Estimating density ratios without knowing the densities
Suppose we have two probability distributions $p$ and $q$ over the same space $\mathcal{X}$, and we want to estimate the density ratio $\frac{q(x)}{p(x)}$ for some $x \in \mathcal{X}$. The caveat is that we do not know the densities $p$ and $q$, but we have a way to sample from them. I came across a beautiful idea for this while reading Variational Inference using Implicit Distributions by Ferenc Huszár: We can estimate density ratios via a discriminator that learns to distinguish between samples from $p$ and $q$.

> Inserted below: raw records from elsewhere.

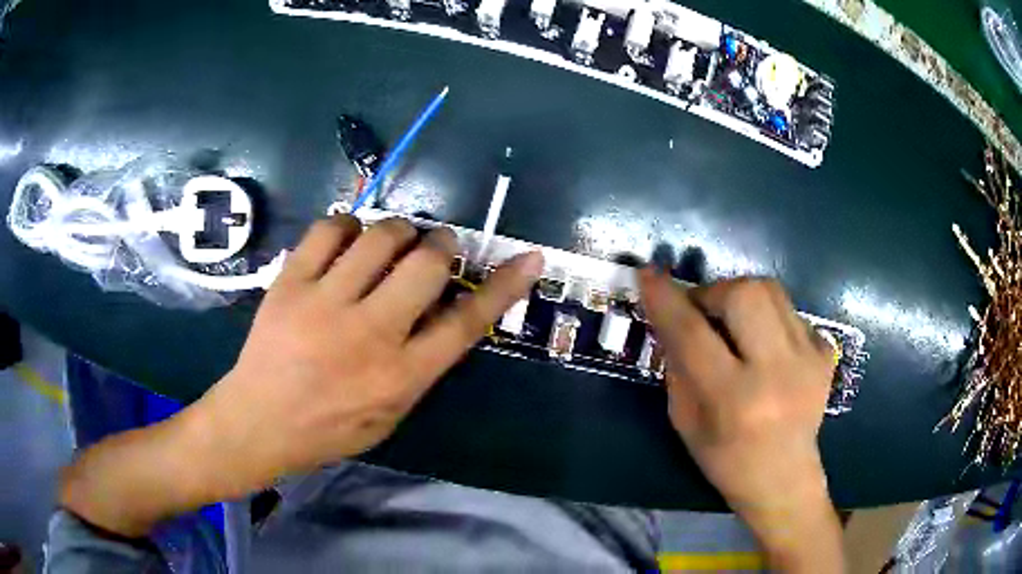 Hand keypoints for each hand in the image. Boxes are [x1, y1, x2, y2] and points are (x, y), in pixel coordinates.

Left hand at [199, 215, 543, 491]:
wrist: (257, 422)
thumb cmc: (329, 429)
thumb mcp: (390, 414)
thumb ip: (422, 364)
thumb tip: (446, 311)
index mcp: (400, 376)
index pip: (466, 322)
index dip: (504, 286)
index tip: (528, 258)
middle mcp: (369, 334)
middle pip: (427, 264)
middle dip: (442, 245)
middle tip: (436, 247)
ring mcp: (325, 303)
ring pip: (381, 237)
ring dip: (399, 232)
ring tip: (393, 243)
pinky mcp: (290, 283)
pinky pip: (330, 229)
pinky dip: (348, 226)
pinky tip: (348, 240)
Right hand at [639, 271, 843, 572]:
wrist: (785, 480)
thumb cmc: (727, 460)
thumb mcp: (685, 422)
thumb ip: (677, 366)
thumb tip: (671, 317)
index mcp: (733, 399)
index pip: (692, 333)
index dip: (666, 298)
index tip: (648, 274)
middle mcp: (776, 372)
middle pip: (744, 293)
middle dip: (714, 290)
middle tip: (703, 311)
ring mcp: (809, 360)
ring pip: (772, 291)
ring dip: (742, 297)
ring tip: (734, 323)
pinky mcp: (825, 355)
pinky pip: (791, 312)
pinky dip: (770, 318)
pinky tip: (766, 346) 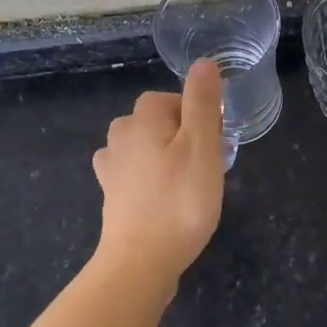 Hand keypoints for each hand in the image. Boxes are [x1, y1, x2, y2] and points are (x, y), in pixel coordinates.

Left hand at [92, 59, 225, 281]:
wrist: (140, 263)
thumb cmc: (179, 201)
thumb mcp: (202, 147)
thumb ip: (202, 102)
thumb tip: (203, 63)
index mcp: (141, 120)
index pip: (169, 98)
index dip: (196, 115)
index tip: (215, 142)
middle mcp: (119, 138)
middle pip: (155, 121)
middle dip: (182, 135)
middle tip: (206, 165)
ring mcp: (111, 169)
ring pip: (144, 147)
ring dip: (165, 156)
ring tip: (188, 182)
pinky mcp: (111, 197)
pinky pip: (134, 174)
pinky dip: (150, 179)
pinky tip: (164, 198)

Let’s label the samples from $q$ as $1$ and the samples from $p$ as $0$. We then train a discriminator $D$ (parameterized by a neural net) to predict the label of a sample $x$; in particular, we want to model $D(x) = \Pr(y=1|x)$. The training objective is to minimize the binary cross-entropy loss:
\[\mathcal{L}(D) = -\mathbb{E}_{x \sim p}[\log(1 - D(x))] - \mathbb{E}_{x \sim q}[\log(D(x))].\]Solving for $\frac{\partial \mathcal{L}}{\partial D} = 0$ (you can double-check that $\mathcal{L}(D)$ is convex), we get the optimal discriminator:
\[D^*(x) = \frac{q(x)}{p(x) + q(x)}.\]This in fact coincides with the posterior $\Pr(y=1\mid x)$ obtained from Bayes’ theorem. Now, the odds ratio of the optimal discriminator is the density ratio we wish to compute:
\[\frac{D^*(x)}{1 - D^*(x)} = \frac{q(x)}{p(x)}.\]So we can estimate the density ratio $\frac{q(x)}{p(x)} \approx \frac{D(x)}{1 - D(x)}$ where $D$ is the discriminator we’ve trained. Voila! 🎉
Regarding the motivation for why we want to estimate density ratios, it is often used in variational inference with implicit distributions. The evidence lower bound (ELBO) contains a Kullback-Leibler divergence term between the variational distribution $q_\phi$ and the prior $p$:
\[\mathbb{D}_{\text{KL}}[q_\phi \| p] = \mathbb{E}_{x \sim q_\phi}\left[\log \frac{q_\phi(x)}{p(x)}\right].\]If we liberate ourself from using a tractable density for modeling $q_\phi$, we can use the above method to estimate the density ratio $\frac{q_\phi(x)}{p(x)}$ without even knowing what the actual density $q_\phi$ is.